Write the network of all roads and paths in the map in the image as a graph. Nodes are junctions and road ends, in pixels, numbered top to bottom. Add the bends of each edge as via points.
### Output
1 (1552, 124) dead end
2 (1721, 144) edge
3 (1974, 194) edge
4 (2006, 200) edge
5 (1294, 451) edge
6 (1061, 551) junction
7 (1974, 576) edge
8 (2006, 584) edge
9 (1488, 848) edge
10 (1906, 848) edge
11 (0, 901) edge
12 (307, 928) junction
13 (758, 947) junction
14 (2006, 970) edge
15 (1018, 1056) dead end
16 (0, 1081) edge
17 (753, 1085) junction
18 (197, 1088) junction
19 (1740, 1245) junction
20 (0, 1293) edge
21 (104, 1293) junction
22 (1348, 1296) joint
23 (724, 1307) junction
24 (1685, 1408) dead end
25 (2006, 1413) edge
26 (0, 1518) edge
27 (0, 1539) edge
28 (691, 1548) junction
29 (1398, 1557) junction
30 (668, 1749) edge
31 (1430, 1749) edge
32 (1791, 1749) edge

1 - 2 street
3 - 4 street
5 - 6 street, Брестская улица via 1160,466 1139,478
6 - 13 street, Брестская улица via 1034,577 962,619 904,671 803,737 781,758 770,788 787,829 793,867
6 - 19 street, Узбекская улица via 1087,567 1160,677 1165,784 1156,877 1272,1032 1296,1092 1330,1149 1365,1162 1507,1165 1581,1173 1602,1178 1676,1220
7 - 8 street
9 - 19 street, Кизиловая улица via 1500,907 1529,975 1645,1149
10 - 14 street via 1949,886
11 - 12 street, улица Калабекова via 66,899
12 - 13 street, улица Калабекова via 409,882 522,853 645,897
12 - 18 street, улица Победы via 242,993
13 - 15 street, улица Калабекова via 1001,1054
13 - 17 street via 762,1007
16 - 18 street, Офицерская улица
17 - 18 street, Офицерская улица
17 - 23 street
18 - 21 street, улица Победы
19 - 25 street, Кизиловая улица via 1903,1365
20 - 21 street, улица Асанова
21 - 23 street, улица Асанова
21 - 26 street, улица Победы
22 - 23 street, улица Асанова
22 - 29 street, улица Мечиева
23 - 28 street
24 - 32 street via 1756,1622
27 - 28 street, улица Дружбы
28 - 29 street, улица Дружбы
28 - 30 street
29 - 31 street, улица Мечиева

...

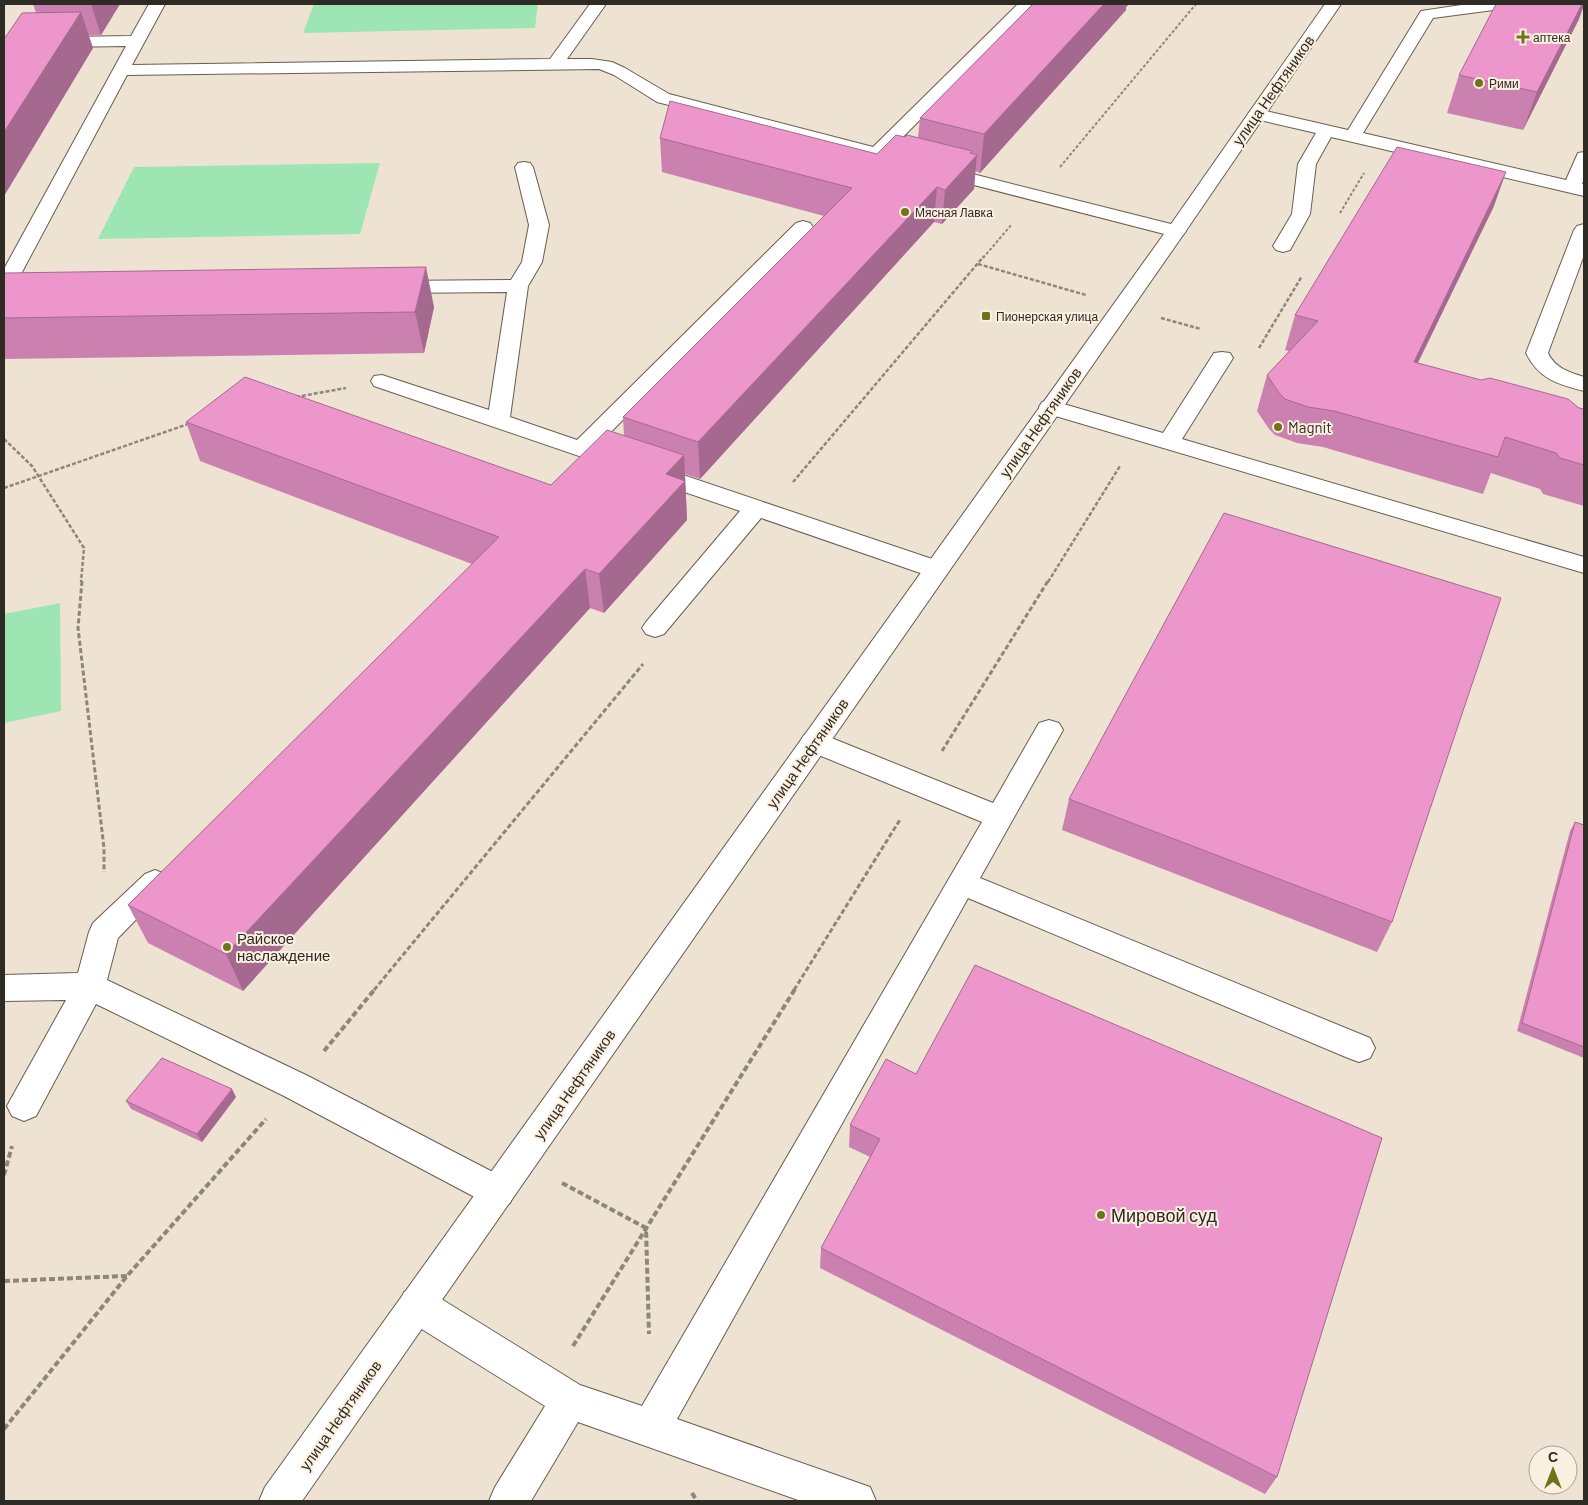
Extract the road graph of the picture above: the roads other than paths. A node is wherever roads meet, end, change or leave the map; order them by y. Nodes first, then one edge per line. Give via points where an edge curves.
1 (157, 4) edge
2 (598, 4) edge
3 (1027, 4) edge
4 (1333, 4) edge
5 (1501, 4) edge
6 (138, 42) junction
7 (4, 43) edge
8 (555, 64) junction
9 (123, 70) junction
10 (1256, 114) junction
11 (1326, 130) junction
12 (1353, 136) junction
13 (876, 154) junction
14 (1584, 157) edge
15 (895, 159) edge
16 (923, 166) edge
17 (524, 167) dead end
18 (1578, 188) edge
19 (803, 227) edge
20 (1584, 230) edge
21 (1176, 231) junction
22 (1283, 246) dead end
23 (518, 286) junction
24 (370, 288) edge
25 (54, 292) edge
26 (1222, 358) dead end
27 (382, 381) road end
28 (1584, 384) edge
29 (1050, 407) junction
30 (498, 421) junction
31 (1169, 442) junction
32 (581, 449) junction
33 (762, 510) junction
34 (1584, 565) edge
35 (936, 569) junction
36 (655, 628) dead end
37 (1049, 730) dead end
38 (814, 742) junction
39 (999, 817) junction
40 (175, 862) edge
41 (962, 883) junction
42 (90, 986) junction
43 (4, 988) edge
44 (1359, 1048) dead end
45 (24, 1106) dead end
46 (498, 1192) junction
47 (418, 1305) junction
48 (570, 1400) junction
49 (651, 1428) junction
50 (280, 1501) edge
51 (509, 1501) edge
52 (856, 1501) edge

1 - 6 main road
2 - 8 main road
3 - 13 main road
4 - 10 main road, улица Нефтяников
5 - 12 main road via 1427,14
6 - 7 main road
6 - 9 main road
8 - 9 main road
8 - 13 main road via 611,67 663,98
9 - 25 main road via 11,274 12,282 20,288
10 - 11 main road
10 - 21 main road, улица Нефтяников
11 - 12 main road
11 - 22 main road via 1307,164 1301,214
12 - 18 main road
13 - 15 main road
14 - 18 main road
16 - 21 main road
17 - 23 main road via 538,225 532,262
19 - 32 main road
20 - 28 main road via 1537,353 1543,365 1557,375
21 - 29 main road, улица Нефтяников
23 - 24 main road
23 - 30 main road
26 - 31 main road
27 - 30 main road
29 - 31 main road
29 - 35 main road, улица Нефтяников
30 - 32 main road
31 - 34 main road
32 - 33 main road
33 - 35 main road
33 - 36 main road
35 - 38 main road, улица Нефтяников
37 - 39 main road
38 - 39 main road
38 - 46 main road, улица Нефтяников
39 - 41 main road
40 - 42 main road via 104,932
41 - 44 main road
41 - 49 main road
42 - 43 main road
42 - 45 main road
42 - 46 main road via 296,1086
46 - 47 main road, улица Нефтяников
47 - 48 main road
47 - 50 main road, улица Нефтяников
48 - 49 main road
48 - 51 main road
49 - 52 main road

### Required work
Return a copy of each line of the material that holds the word "Мечиева".

### Result for this exercise
22 - 29 street, улица Мечиева
29 - 31 street, улица Мечиева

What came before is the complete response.